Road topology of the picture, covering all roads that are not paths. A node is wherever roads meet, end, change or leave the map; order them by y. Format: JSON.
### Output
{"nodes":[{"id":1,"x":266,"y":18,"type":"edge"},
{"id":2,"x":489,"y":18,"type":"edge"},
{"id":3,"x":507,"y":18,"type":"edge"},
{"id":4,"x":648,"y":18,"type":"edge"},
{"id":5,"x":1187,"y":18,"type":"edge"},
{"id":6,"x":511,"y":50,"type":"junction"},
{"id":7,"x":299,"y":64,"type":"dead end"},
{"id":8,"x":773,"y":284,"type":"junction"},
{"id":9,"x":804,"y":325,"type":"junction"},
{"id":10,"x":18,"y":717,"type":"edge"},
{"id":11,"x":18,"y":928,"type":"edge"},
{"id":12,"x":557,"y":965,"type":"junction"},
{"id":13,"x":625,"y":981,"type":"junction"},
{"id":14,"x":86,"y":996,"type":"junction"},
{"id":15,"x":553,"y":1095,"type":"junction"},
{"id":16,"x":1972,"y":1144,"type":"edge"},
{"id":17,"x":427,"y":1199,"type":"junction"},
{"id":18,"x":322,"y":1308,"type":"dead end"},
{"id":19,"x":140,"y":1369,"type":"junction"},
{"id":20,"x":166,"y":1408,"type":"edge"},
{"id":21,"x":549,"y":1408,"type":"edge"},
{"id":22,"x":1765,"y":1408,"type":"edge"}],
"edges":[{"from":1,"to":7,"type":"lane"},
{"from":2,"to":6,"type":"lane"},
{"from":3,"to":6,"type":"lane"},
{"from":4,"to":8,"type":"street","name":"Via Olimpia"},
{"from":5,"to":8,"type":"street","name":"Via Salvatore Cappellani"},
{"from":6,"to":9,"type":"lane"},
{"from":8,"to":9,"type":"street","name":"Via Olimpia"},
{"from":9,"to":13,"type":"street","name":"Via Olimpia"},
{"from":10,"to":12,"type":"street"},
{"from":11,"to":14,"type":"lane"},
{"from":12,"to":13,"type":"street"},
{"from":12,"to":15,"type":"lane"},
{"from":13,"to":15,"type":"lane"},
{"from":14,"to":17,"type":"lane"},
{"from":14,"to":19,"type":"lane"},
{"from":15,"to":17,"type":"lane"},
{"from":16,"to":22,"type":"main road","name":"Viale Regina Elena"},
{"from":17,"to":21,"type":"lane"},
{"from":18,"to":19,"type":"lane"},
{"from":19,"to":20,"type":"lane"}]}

_____

Repeat the listing exactly.

Road topology of the picture, covering all roads that are not paths. A node is wherever roads meet, end, change or leave the map; order them by y. Format: JSON.
### Output
{"nodes":[{"id":1,"x":266,"y":18,"type":"edge"},
{"id":2,"x":489,"y":18,"type":"edge"},
{"id":3,"x":507,"y":18,"type":"edge"},
{"id":4,"x":648,"y":18,"type":"edge"},
{"id":5,"x":1187,"y":18,"type":"edge"},
{"id":6,"x":511,"y":50,"type":"junction"},
{"id":7,"x":299,"y":64,"type":"dead end"},
{"id":8,"x":773,"y":284,"type":"junction"},
{"id":9,"x":804,"y":325,"type":"junction"},
{"id":10,"x":18,"y":717,"type":"edge"},
{"id":11,"x":18,"y":928,"type":"edge"},
{"id":12,"x":557,"y":965,"type":"junction"},
{"id":13,"x":625,"y":981,"type":"junction"},
{"id":14,"x":86,"y":996,"type":"junction"},
{"id":15,"x":553,"y":1095,"type":"junction"},
{"id":16,"x":1972,"y":1144,"type":"edge"},
{"id":17,"x":427,"y":1199,"type":"junction"},
{"id":18,"x":322,"y":1308,"type":"dead end"},
{"id":19,"x":140,"y":1369,"type":"junction"},
{"id":20,"x":166,"y":1408,"type":"edge"},
{"id":21,"x":549,"y":1408,"type":"edge"},
{"id":22,"x":1765,"y":1408,"type":"edge"}],
"edges":[{"from":1,"to":7,"type":"lane"},
{"from":2,"to":6,"type":"lane"},
{"from":3,"to":6,"type":"lane"},
{"from":4,"to":8,"type":"street","name":"Via Olimpia"},
{"from":5,"to":8,"type":"street","name":"Via Salvatore Cappellani"},
{"from":6,"to":9,"type":"lane"},
{"from":8,"to":9,"type":"street","name":"Via Olimpia"},
{"from":9,"to":13,"type":"street","name":"Via Olimpia"},
{"from":10,"to":12,"type":"street"},
{"from":11,"to":14,"type":"lane"},
{"from":12,"to":13,"type":"street"},
{"from":12,"to":15,"type":"lane"},
{"from":13,"to":15,"type":"lane"},
{"from":14,"to":17,"type":"lane"},
{"from":14,"to":19,"type":"lane"},
{"from":15,"to":17,"type":"lane"},
{"from":16,"to":22,"type":"main road","name":"Viale Regina Elena"},
{"from":17,"to":21,"type":"lane"},
{"from":18,"to":19,"type":"lane"},
{"from":19,"to":20,"type":"lane"}]}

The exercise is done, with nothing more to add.